TASK:
Would you restate every entry that follows, word for word, and leave out the pictures?

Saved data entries
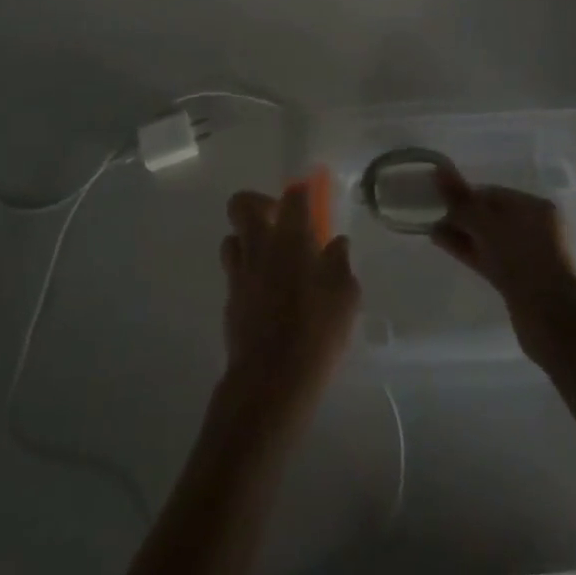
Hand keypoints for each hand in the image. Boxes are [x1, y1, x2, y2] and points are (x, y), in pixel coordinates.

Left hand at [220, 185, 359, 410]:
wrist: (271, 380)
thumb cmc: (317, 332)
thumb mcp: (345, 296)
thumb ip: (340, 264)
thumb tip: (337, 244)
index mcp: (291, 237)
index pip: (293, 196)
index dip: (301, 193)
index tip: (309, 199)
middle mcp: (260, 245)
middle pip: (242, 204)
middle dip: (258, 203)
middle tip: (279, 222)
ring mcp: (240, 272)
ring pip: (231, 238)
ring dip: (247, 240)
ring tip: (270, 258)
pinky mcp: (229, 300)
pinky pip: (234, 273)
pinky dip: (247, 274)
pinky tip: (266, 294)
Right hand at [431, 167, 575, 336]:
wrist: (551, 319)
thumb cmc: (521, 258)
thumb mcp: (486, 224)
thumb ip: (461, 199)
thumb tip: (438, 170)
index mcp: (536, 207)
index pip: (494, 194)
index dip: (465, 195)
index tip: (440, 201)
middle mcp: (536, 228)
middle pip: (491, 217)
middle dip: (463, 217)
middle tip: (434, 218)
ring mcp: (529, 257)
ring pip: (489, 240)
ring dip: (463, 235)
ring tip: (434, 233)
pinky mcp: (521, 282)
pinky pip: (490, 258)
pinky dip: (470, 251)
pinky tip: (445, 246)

SOLUTION TO THIS PROBLEM:
Hand keypoints for each hand in the image. Boxes are [x1, y1, x2, y2] and points are (x, y), in pixel coordinates.

Left hand at [220, 185, 359, 410]:
wrist: (271, 380)
thumb cmc: (317, 332)
thumb mcp: (345, 296)
thumb ip: (340, 264)
thumb tip: (337, 244)
index mcp: (291, 237)
index pip: (293, 196)
index dip: (301, 193)
index tip: (309, 199)
middle mcp: (260, 245)
middle pip: (242, 204)
middle dip: (258, 203)
middle tip: (279, 222)
ring mcp: (240, 272)
ring pip: (231, 238)
ring dip: (247, 240)
ring tip: (270, 258)
pinky mcp: (229, 300)
pinky pip: (234, 273)
pinky dip: (247, 274)
pinky tip: (266, 294)
Right hand at [431, 167, 575, 336]:
wrist: (551, 319)
thumb cmc: (521, 258)
thumb mcp: (486, 224)
thumb ip: (461, 199)
thumb tip: (438, 170)
index mcp: (536, 207)
index pip: (494, 194)
index dip: (465, 195)
index tip: (440, 201)
middle mcp: (536, 228)
middle pip: (491, 217)
middle dip: (463, 217)
middle tip: (434, 218)
ring mcp: (529, 257)
ring pip: (489, 240)
ring dip: (463, 235)
ring tip: (434, 233)
pinky mcp: (521, 282)
pinky pip: (490, 258)
pinky dip: (470, 251)
pinky tip: (445, 246)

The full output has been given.